Abstracts

Foreign body giant cells (FBGCs) and osteoclasts are multinucleated giant cells (MNGCs), both of which are formed by the fusion of macrophage-derived mononuclear cells. Osteoclasts are distinct from FBGCs due to their bone resorption ability; however, not only morphological, but also functional similarities may exist between these cells. The characterization and diversity of FBGCs that appear in an in vivo foreign body reaction currently remain incomplete. In the present study, we investigated an in vivo foreign body reaction using an extraskeletal implantation model of hydroxyapatite (HA) with different microstructures. The implantation of HA granules in rat subcutaneous tissue induced a foreign body reaction that was accompanied by various MNGCs.
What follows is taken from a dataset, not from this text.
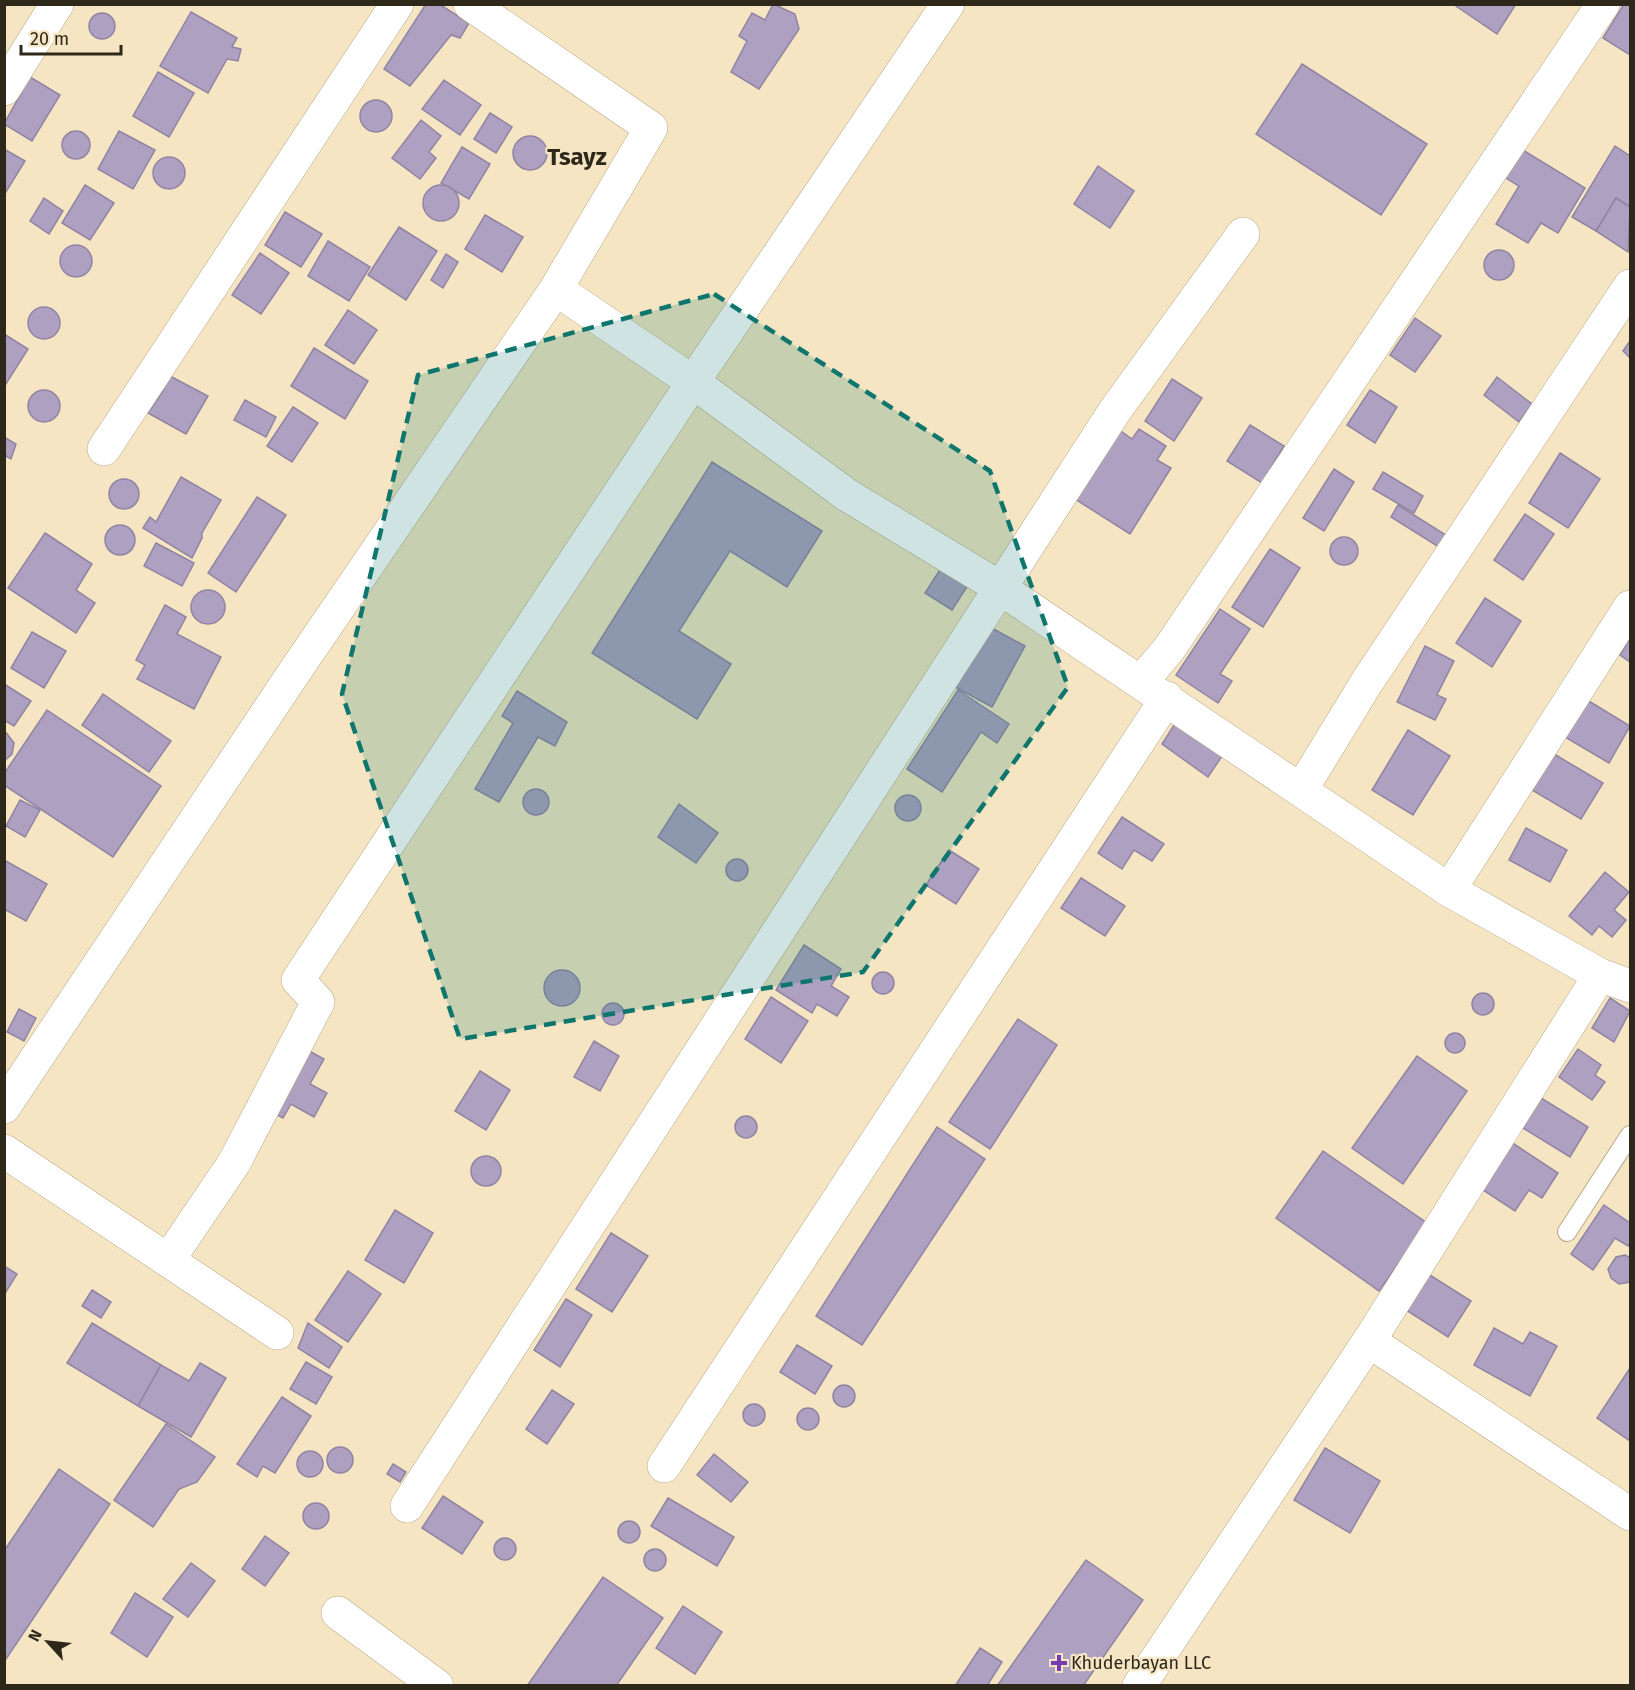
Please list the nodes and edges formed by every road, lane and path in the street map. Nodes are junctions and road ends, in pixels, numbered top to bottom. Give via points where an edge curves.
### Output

HA granules composed of rod-shaped particles predominantly induced cathepsin K (CTSK)-positive FBGCs, whereas HA granules composed of globular-shaped particles predominantly induced CTSK-negative FBGCs. Plasma, which was used as the binder of ceramic granules, stimulated the induction of CTSK-positive FBGCs more strongly than purified fibrin. Furthermore, the implantation of HA composed of rod-shaped particles with plasma induced tartrate-resistant acid phosphatase (TRAP)-positive MNGCs in contrast to HA composed of globular-shaped particles with purified fibrin, which predominantly induced CTSK-negative and TRAP-negative typical FBGCs. These results suggest that CTSK-positive, TRAP-positive, and CTSK- and TRAP-negative MNGCs are induced in this subcutaneous implantation model in a manner that is dependent on the microstructure of HA and presence or absence of plasma.